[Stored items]
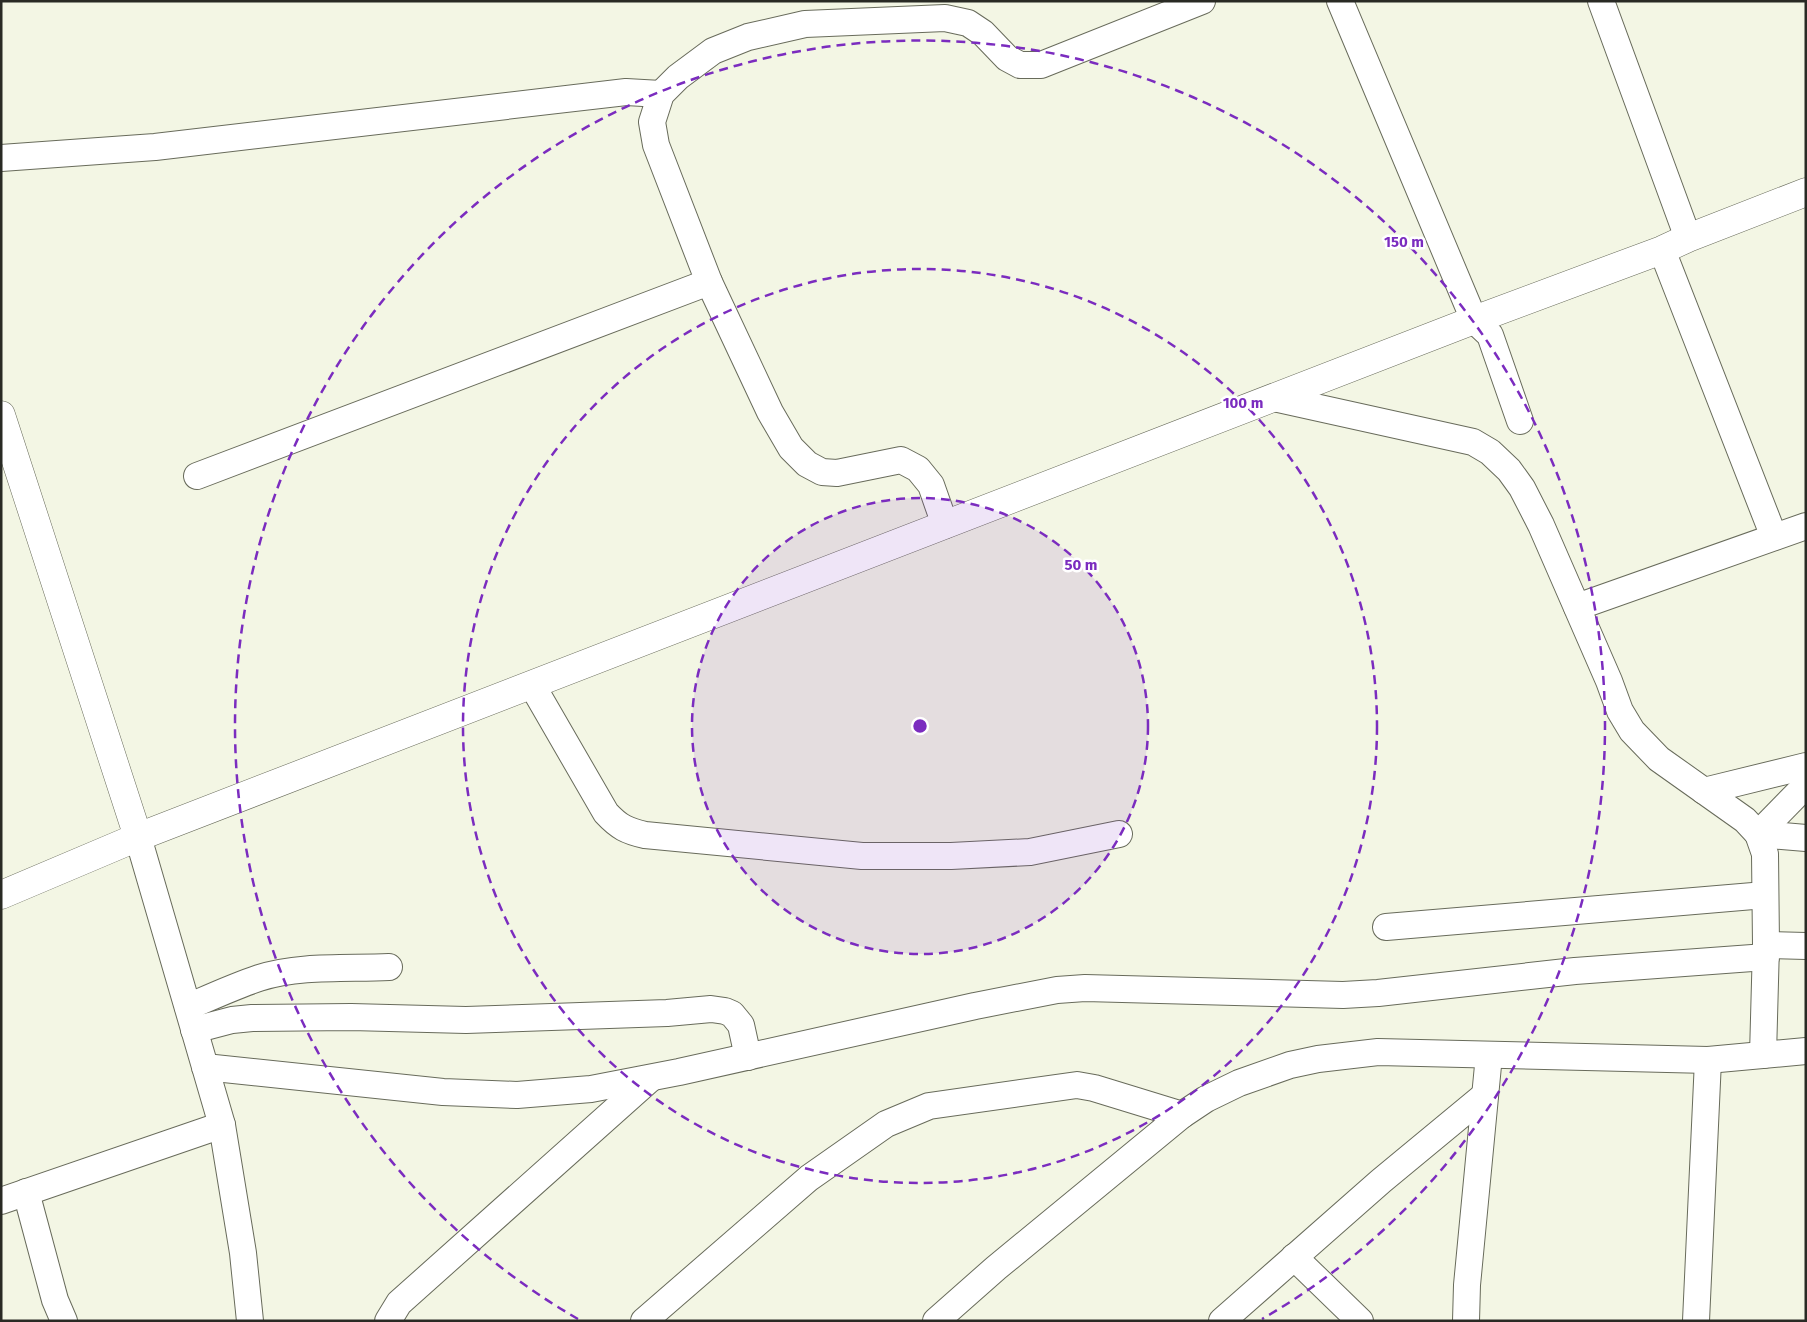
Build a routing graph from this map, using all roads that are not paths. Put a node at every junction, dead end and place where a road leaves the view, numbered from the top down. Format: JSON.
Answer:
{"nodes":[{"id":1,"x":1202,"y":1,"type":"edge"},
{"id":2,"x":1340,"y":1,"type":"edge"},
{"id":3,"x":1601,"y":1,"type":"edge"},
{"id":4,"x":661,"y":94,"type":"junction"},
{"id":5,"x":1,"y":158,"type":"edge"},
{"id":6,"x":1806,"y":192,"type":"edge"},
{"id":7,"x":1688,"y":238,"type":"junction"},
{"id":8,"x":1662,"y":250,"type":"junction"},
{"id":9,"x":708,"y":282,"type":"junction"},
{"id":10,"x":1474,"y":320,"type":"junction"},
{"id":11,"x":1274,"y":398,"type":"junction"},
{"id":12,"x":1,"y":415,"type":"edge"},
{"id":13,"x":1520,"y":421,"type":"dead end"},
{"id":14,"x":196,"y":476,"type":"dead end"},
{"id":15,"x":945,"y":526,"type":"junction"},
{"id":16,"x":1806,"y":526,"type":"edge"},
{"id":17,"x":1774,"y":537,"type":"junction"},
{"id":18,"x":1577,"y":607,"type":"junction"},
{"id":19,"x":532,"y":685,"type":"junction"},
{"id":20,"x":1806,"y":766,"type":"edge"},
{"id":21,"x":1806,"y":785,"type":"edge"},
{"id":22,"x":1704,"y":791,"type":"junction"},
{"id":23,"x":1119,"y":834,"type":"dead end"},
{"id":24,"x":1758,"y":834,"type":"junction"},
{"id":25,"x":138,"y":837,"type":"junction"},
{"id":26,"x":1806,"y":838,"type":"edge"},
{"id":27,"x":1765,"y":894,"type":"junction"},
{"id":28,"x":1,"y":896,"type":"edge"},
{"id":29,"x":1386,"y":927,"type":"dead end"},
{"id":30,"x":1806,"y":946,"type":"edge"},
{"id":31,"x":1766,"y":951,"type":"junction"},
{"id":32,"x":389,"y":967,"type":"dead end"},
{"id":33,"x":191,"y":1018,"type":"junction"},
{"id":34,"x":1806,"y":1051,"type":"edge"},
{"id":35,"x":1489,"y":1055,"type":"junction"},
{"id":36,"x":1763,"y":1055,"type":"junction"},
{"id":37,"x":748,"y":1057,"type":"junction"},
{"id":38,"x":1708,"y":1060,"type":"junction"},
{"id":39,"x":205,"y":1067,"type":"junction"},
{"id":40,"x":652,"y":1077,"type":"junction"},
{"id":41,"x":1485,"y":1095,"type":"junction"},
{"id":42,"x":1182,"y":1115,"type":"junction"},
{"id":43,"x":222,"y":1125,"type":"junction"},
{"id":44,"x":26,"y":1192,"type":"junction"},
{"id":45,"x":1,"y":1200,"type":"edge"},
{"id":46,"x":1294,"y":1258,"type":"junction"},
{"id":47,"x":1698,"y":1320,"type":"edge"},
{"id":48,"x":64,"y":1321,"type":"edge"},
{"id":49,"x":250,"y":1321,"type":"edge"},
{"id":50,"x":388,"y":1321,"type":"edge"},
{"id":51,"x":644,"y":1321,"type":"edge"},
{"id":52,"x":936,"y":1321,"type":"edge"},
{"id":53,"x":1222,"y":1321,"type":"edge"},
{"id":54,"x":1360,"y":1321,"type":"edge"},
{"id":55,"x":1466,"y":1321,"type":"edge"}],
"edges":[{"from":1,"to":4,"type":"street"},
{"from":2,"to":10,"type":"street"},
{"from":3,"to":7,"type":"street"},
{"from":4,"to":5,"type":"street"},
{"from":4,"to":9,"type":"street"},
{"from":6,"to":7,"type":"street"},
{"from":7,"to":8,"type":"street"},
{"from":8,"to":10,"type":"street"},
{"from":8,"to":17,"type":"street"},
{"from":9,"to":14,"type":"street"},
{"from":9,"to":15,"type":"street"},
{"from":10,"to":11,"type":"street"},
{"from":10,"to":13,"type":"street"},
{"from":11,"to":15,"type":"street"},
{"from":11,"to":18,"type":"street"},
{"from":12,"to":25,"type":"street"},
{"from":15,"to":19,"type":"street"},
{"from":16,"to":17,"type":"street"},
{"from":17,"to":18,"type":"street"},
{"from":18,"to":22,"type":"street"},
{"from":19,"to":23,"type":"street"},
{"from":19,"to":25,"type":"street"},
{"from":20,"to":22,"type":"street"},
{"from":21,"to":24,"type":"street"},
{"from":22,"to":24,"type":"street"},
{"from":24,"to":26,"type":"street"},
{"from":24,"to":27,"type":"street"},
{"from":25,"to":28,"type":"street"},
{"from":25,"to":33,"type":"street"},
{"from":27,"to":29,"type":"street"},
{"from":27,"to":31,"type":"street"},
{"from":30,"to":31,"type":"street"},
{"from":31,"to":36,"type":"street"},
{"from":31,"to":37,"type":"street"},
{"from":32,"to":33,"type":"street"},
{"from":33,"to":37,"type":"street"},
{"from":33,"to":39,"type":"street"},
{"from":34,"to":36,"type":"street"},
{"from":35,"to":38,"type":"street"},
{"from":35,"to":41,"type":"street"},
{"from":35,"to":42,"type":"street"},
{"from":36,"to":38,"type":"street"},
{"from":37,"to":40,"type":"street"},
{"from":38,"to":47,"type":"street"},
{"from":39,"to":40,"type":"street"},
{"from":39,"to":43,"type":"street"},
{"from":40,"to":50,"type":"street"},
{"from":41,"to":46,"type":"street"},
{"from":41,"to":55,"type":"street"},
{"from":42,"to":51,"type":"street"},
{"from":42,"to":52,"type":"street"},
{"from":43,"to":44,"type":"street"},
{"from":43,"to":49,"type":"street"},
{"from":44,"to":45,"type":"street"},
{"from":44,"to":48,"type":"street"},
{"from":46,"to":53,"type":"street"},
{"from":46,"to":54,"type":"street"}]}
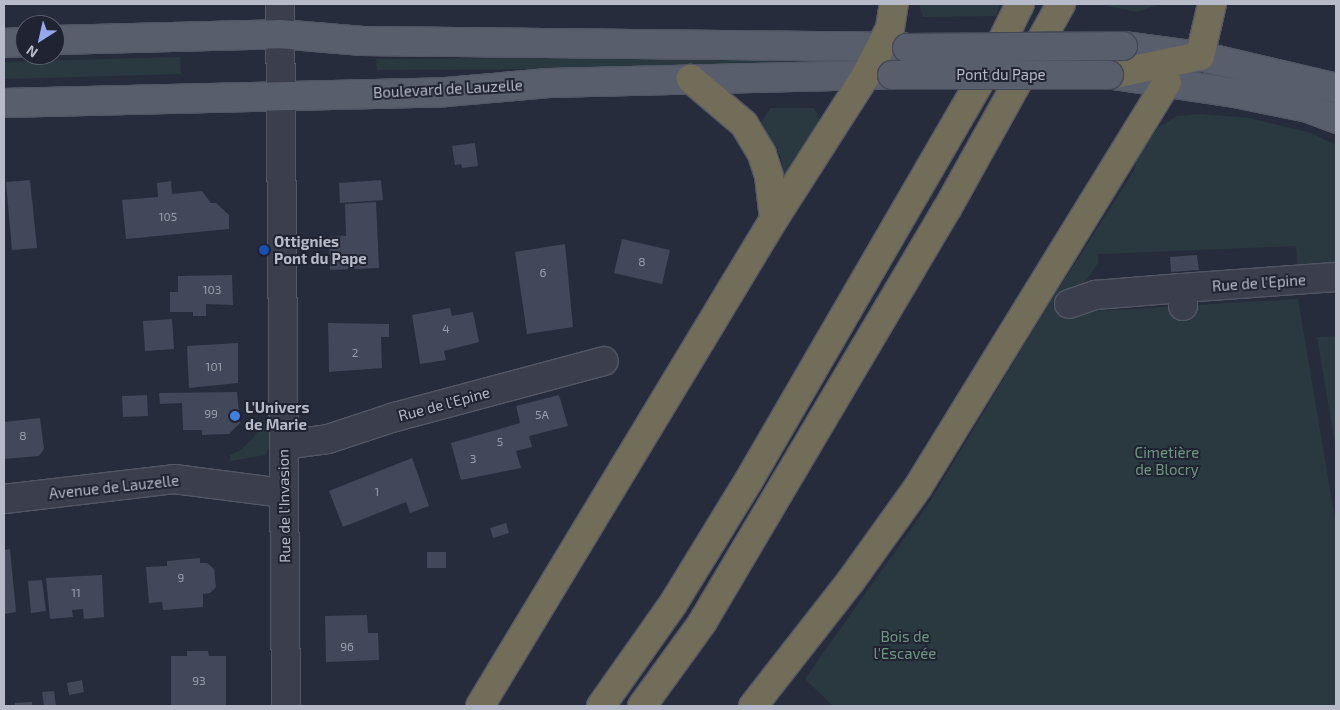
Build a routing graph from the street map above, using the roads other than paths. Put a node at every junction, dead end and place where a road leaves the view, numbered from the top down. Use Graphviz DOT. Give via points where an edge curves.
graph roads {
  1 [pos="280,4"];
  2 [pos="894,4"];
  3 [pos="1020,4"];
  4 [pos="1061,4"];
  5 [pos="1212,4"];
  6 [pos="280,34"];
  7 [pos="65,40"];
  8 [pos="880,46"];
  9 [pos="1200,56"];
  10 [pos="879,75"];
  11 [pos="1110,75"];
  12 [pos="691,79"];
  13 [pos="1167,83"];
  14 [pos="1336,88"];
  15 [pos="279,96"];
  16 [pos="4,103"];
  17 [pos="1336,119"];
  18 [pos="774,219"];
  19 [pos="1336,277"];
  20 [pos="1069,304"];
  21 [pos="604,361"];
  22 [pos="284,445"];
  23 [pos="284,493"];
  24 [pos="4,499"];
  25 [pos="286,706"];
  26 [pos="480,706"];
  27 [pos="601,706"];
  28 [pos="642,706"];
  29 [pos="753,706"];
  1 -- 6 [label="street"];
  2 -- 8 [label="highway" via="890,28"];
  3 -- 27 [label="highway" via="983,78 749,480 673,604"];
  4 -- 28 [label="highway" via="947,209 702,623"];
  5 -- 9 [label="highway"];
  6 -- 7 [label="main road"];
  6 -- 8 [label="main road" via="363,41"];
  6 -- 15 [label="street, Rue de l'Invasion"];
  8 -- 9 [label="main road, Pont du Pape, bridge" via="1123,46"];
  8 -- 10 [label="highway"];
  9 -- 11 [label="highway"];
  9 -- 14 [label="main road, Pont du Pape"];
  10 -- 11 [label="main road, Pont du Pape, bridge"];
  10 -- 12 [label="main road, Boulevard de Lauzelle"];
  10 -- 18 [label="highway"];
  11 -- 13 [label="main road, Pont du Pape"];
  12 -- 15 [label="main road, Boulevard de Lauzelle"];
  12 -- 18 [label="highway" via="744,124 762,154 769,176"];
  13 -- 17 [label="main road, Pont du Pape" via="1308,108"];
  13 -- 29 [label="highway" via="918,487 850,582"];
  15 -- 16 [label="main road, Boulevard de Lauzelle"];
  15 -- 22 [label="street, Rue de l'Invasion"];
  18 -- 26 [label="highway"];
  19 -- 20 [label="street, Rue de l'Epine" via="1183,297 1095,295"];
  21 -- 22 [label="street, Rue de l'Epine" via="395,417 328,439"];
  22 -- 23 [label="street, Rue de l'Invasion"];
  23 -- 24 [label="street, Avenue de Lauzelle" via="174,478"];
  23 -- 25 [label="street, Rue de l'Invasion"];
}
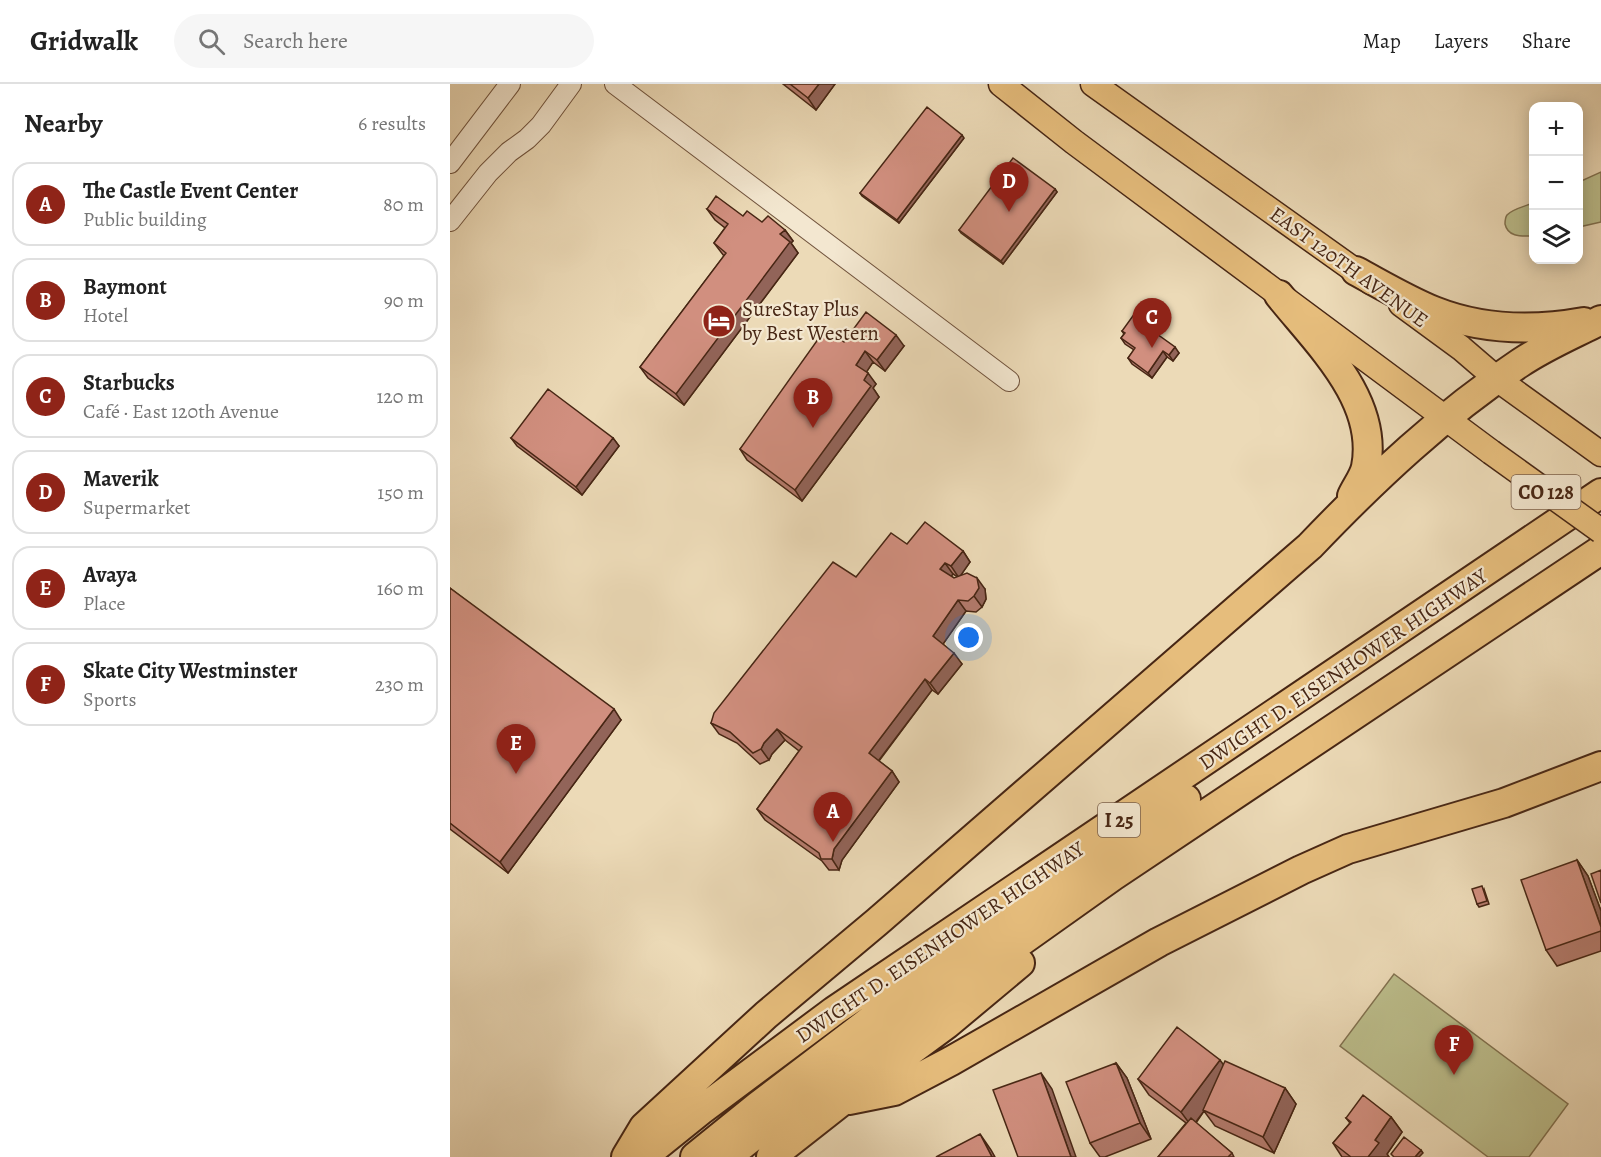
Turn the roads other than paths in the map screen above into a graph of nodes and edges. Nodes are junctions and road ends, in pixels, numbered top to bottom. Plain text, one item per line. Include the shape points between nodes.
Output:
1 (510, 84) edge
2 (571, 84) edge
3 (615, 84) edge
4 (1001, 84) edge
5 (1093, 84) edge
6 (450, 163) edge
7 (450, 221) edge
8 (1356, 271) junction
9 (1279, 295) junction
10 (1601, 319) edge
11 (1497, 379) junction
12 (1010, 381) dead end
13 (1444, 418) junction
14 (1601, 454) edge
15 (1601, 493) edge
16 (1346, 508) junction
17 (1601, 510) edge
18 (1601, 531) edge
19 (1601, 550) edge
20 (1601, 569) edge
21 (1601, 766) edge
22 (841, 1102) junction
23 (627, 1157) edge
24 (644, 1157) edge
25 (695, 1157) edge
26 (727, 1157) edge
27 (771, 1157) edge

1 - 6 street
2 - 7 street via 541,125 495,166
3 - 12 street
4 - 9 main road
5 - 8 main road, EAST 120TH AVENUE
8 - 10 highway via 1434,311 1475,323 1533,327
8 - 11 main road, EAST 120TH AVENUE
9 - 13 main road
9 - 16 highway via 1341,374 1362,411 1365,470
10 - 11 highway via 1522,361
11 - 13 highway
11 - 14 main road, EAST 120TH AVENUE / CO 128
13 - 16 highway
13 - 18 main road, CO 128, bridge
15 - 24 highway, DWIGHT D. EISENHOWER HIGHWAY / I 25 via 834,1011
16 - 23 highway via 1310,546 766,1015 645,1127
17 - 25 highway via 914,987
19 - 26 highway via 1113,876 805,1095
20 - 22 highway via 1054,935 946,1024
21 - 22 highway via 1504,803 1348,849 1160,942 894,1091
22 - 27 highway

Work instructions: How many lines of these records include the word "points"? Only the number should be written.

Answer to this exercise: 2